UNDERSTANDING JDM RODS AND HOW THEY DIFFER FROM USDM OFFERINGS

     Most of the questions I get these days are in regards to JDM rods. I’m often asked if I’m familiar with a given brand, how certain models fish, and what I’d suggest for a specific application, or for versatility with focus on certain techniques. With so many great options from companies that are producing outstanding rods, it’s sometimes tough to suggest just one rod for any job, as I myself, tend to fish multiple dedicated combos for specific techniques.

Don’t get me wrong…I completely understand the need for versatility as most fishermen don’t carry 35-40 combos in their boats, or may be back-seaters and/or bank fishermen that are limited to just a few combos they can carry at a time. With that in mind, many fishermen are often looking for rods that can do multiple things, and do them very well. 

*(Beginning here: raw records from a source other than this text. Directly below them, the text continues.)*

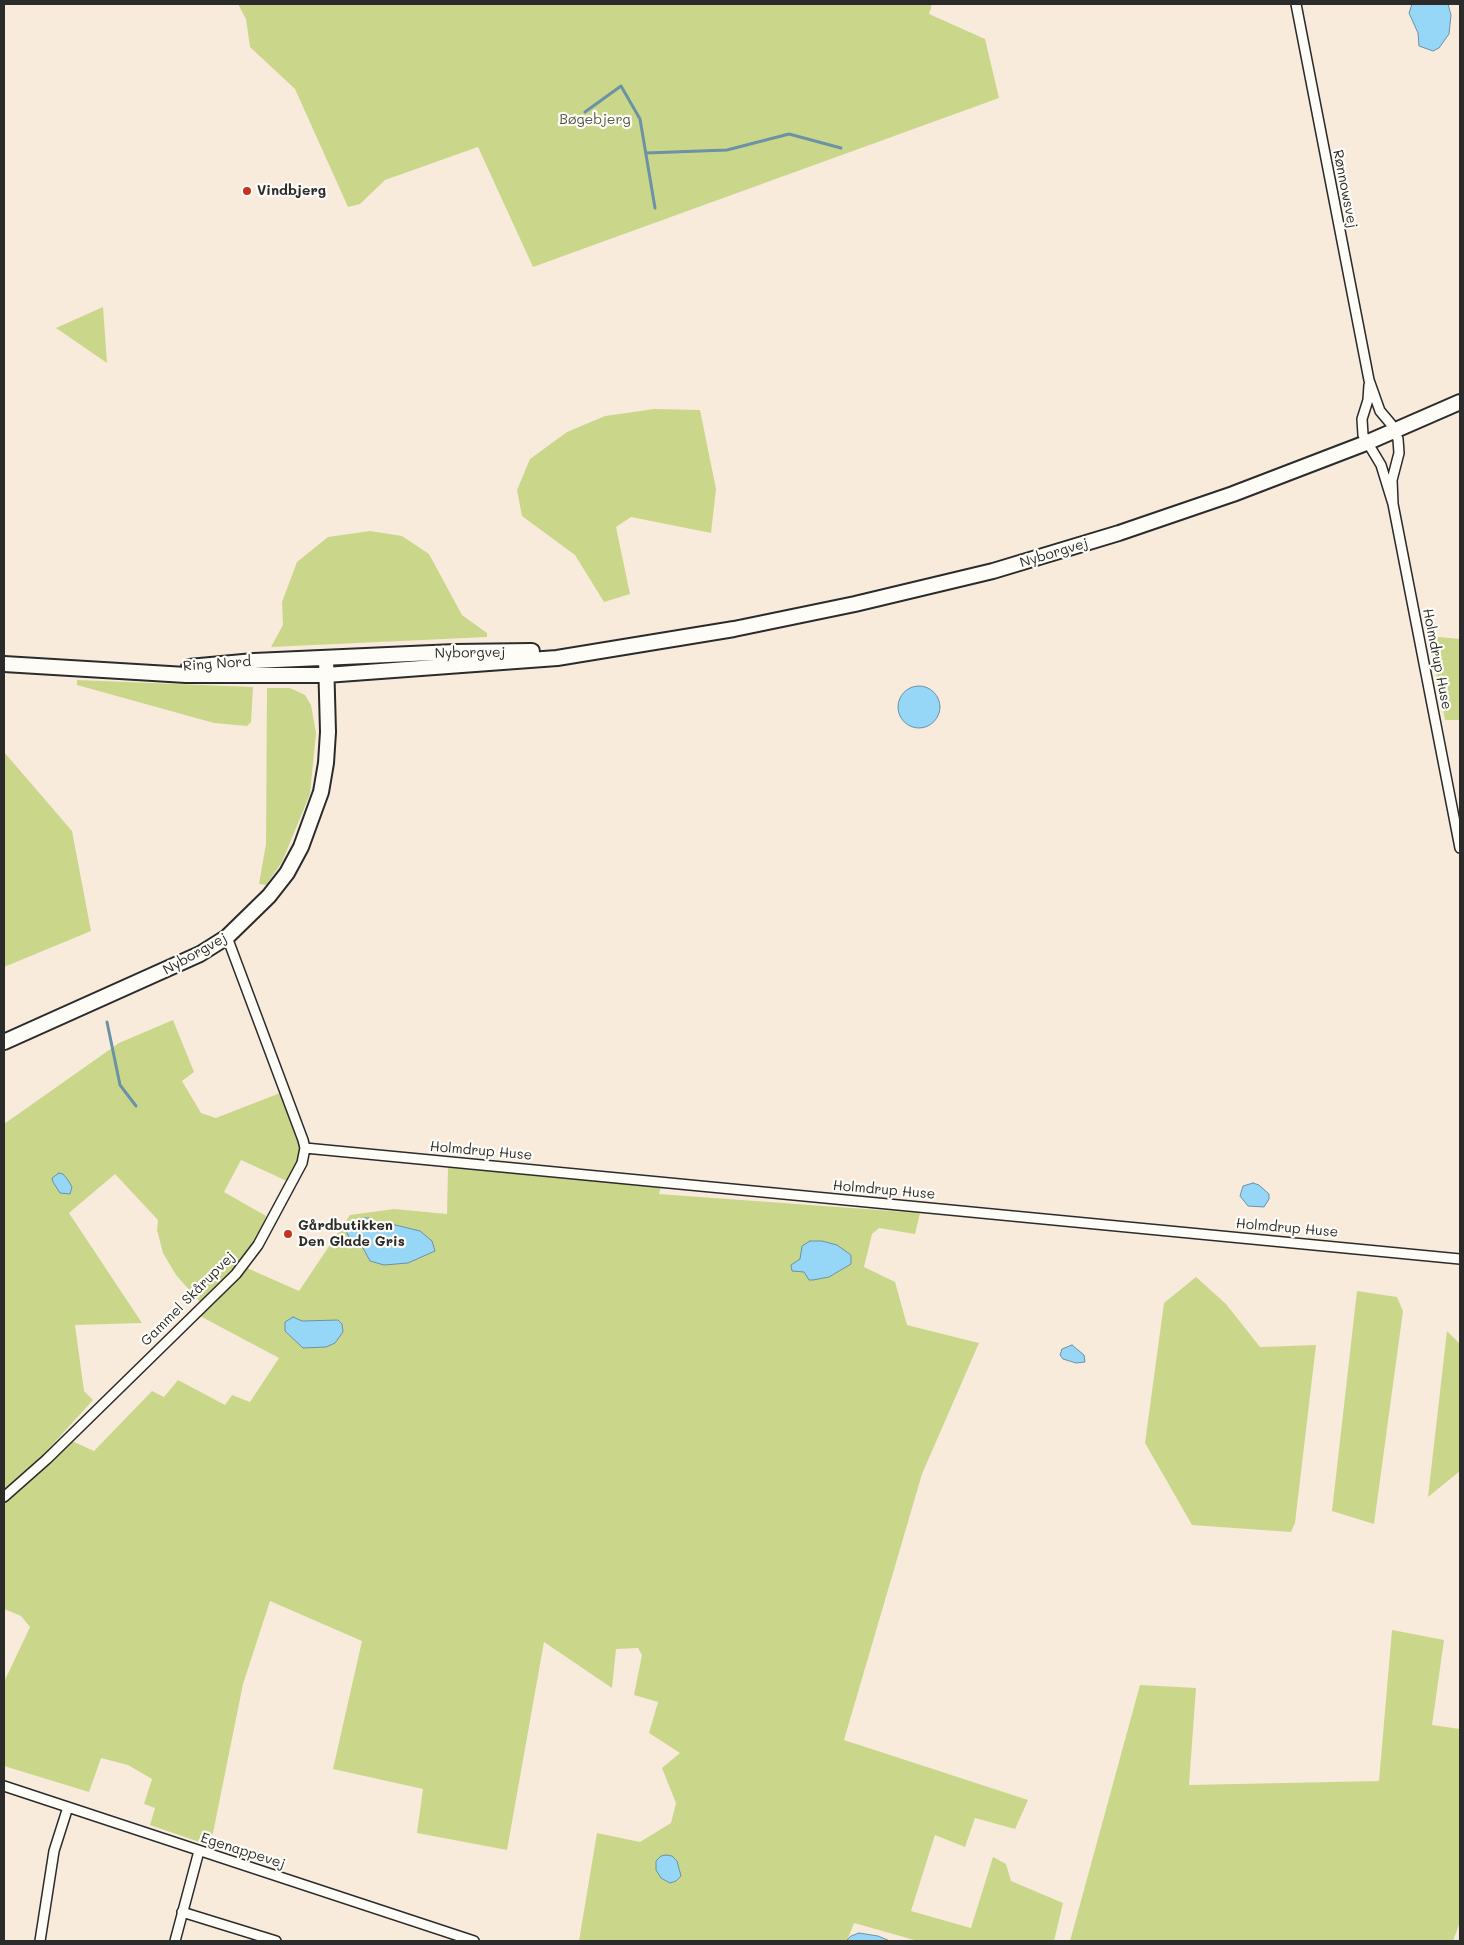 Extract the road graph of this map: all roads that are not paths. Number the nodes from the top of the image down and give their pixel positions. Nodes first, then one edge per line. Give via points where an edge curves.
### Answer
1 (1296, 4) edge
2 (1369, 380) junction
3 (1460, 402) edge
4 (1394, 431) junction
5 (1366, 444) junction
6 (1393, 504) junction
7 (630, 646) junction
8 (326, 658) junction
9 (4, 664) edge
10 (108, 670) junction
11 (326, 675) junction
12 (1460, 848) edge
13 (227, 937) junction
14 (4, 1042) edge
15 (305, 1148) junction
16 (1460, 1259) edge
17 (4, 1497) edge
18 (4, 1786) edge
19 (68, 1807) junction
20 (199, 1851) junction
21 (182, 1912) junction
22 (40, 1941) edge
23 (175, 1941) edge
24 (276, 1941) edge
25 (474, 1941) edge

1 - 2 street, Rønnowsvej
2 - 4 street, Rønnowsvej via 1380,412
2 - 5 street, Rønnowsvej via 1368,400 1362,419
3 - 4 main road, Nyborgvej
4 - 5 main road, Nyborgvej
4 - 6 street, Holmdrup Huse via 1400,453 1392,480
5 - 6 street, Holmdrup Huse via 1381,465
5 - 7 main road, Nyborgvej via 1119,533 993,571 734,629
6 - 12 street, Holmdrup Huse
7 - 8 main road, Nyborgvej
7 - 11 main road, Nyborgvej via 557,658
8 - 10 main road, Ring Nord
8 - 11 main road, Nyborgvej
9 - 10 main road, Ring Nord
10 - 11 main road, Ring Nord via 186,675
11 - 13 main road, Nyborgvej via 326,763 313,820 287,873 266,900
13 - 14 main road, Nyborgvej via 170,968
13 - 15 street
15 - 16 street, Holmdrup Huse
15 - 17 street, Gammel Skårupvej via 302,1163 258,1245 236,1274
18 - 19 street, Egenappevej
19 - 20 street, Egenappevej
19 - 22 street via 54,1851
20 - 21 street
20 - 25 street, Egenappevej
21 - 23 street
21 - 24 street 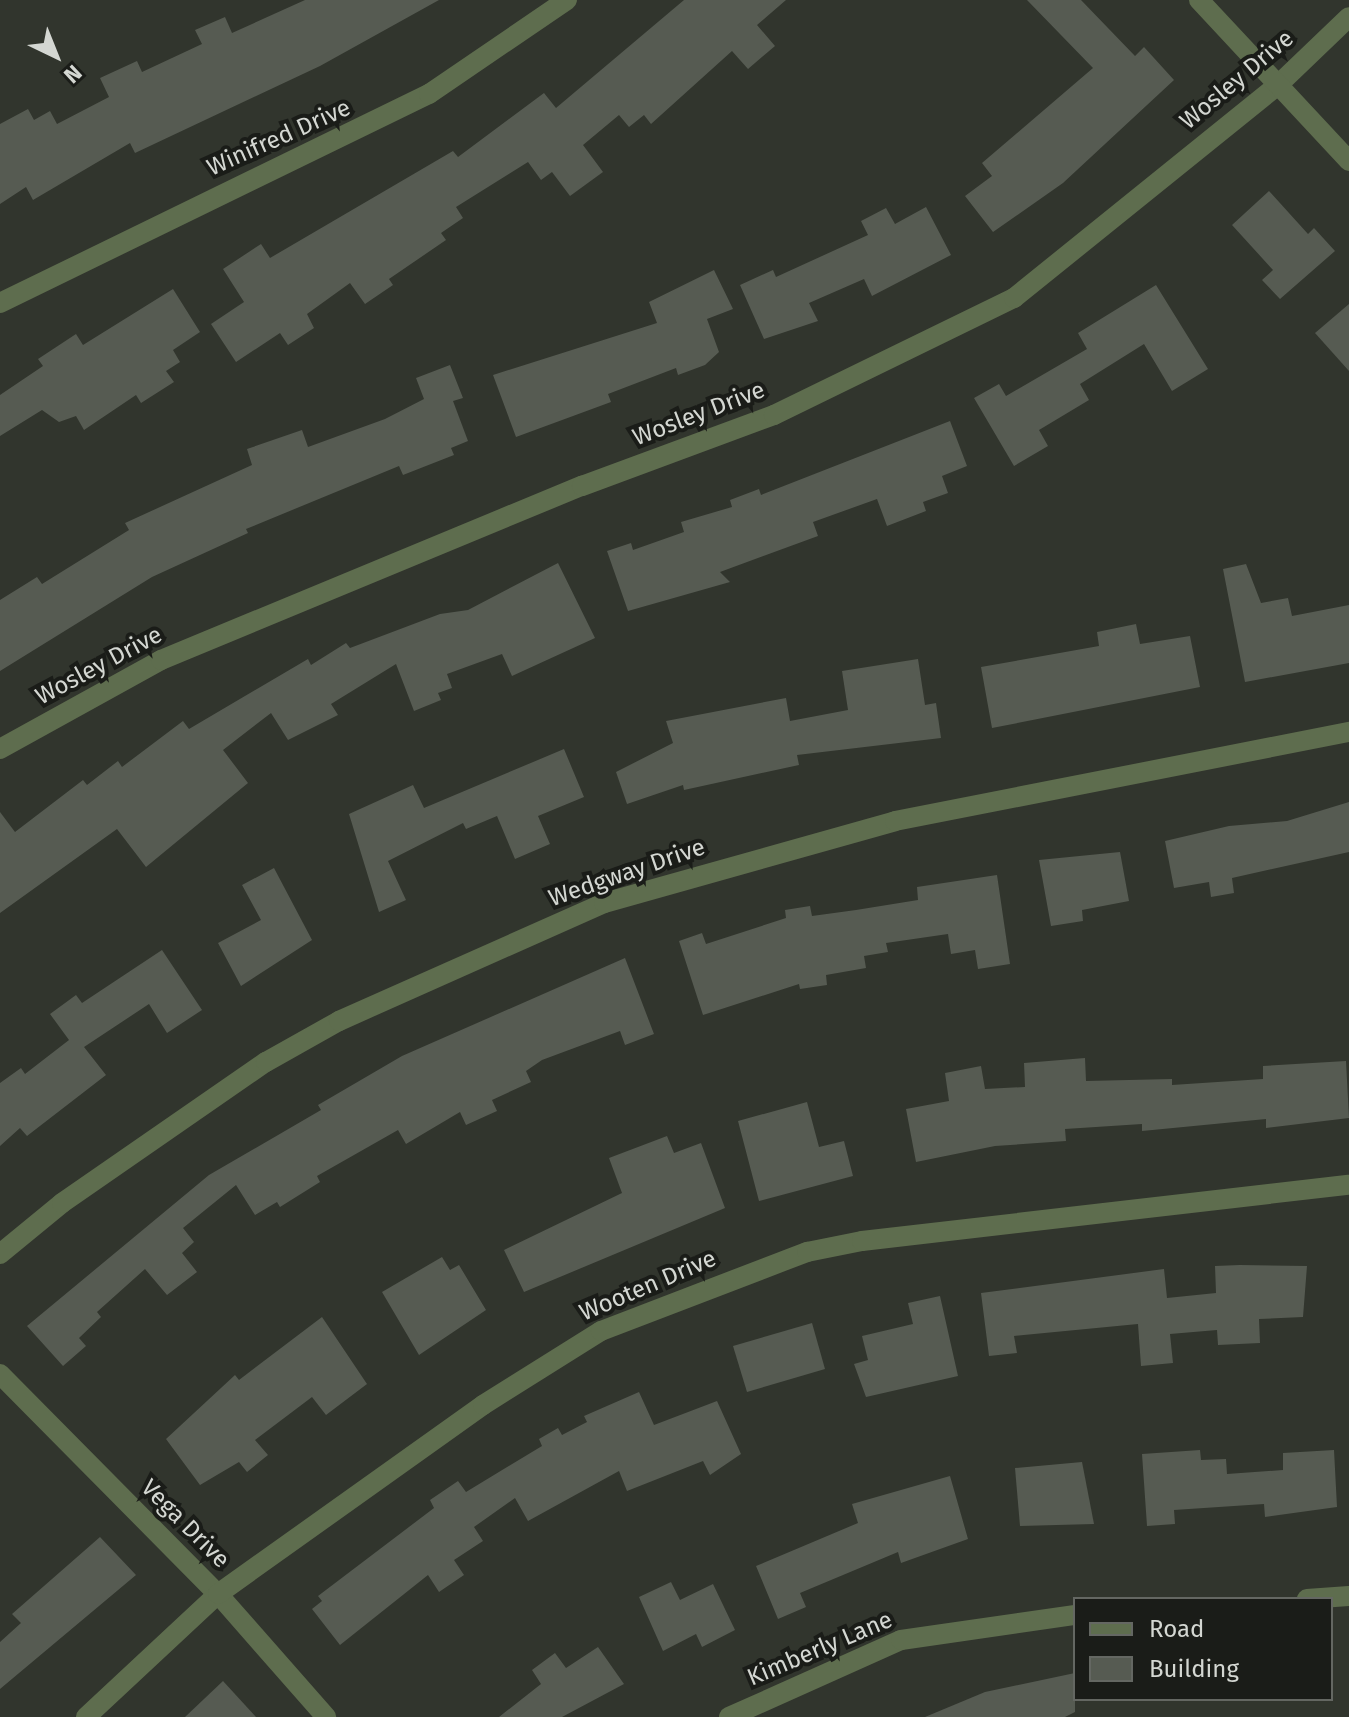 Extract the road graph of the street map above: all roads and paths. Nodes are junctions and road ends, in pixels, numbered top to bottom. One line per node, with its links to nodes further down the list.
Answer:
1 (567, 0): 6 (street, Winifred Drive)
2 (1199, 0): 4 (street)
3 (1349, 17): 4 (street, Wosley Drive)
4 (1278, 85): 5 (street); 8 (street, Wosley Drive)
5 (1349, 161)
6 (0, 303)
7 (1349, 732): 10 (street, Wedgway Drive)
8 (0, 749)
9 (1349, 1185): 12 (street, Wooten Drive)
10 (0, 1254)
11 (0, 1374): 12 (street, Vega Drive)
12 (218, 1594): 14 (street, Wooten Drive); 15 (street, Vega Drive)
13 (1073, 1615): 16 (street, Kimberly Lane)
14 (86, 1717)
15 (326, 1717)
16 (729, 1717) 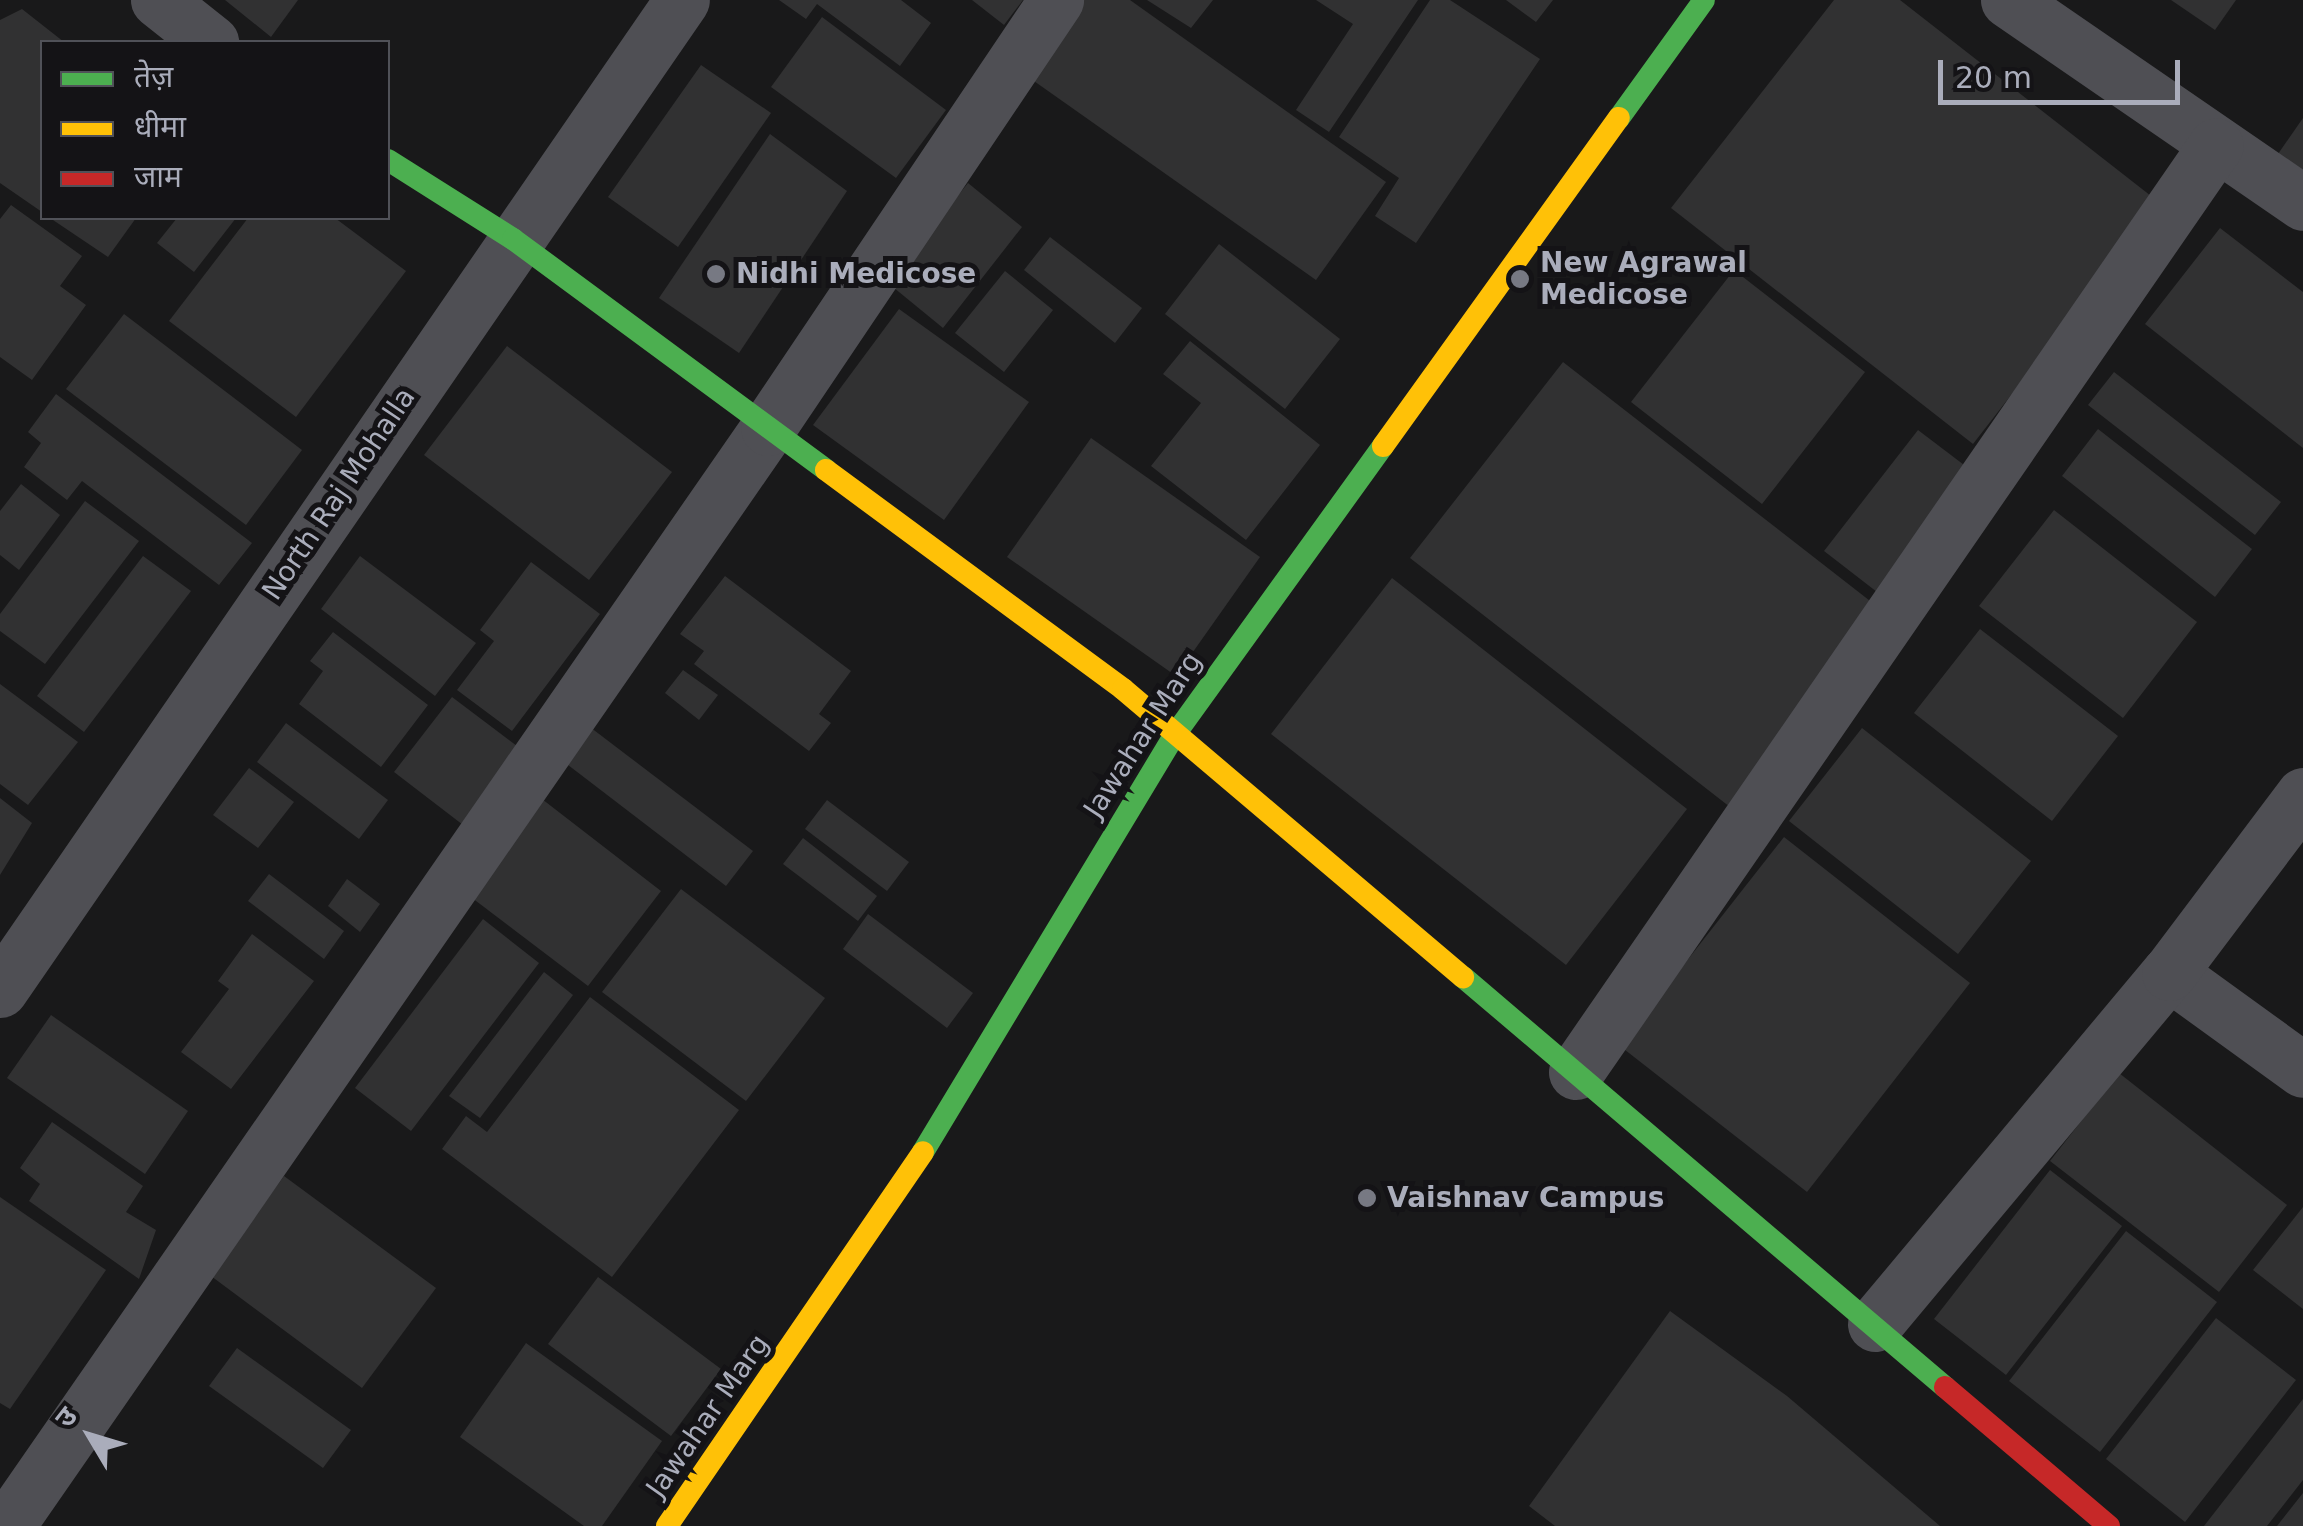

Just as with the USDM market, there are so many JDM  offerings available in varying lengths, tapers, and power ratings, that it is often overwhelming to someone who’s trying to decide which high-end/JDM rod they should start with, or “buy and try” next. Couple that with the fact that you usually can’t go down to your local tackle shop to handle a specific JDM rod before buying, the large price tags, the extremely limited amount of detailed info/reviews, and it makes things even more confusing in terms of what should be on your “short list”. 

The fact that I’ve “rolled the dice”, purchased, fished, and own so many different models and brands of JDM rods, has really helped me become quite familiar with many different manufacturers/models and even more importantly, their strengths and shortcomings. 

The beautiful neo-retro look of the Vagabond rods.
So many different rods, so little time.

Before I move on…Please remember the fact that so many fishermen have different preferences when it comes to what they want or expect from a rod for any given technique. It’s all personal, and it’s this fact that often leads me to concentrate on describing a rod’s characteristics just as much, if not more often than focusing on what techniques I think it will shine at. 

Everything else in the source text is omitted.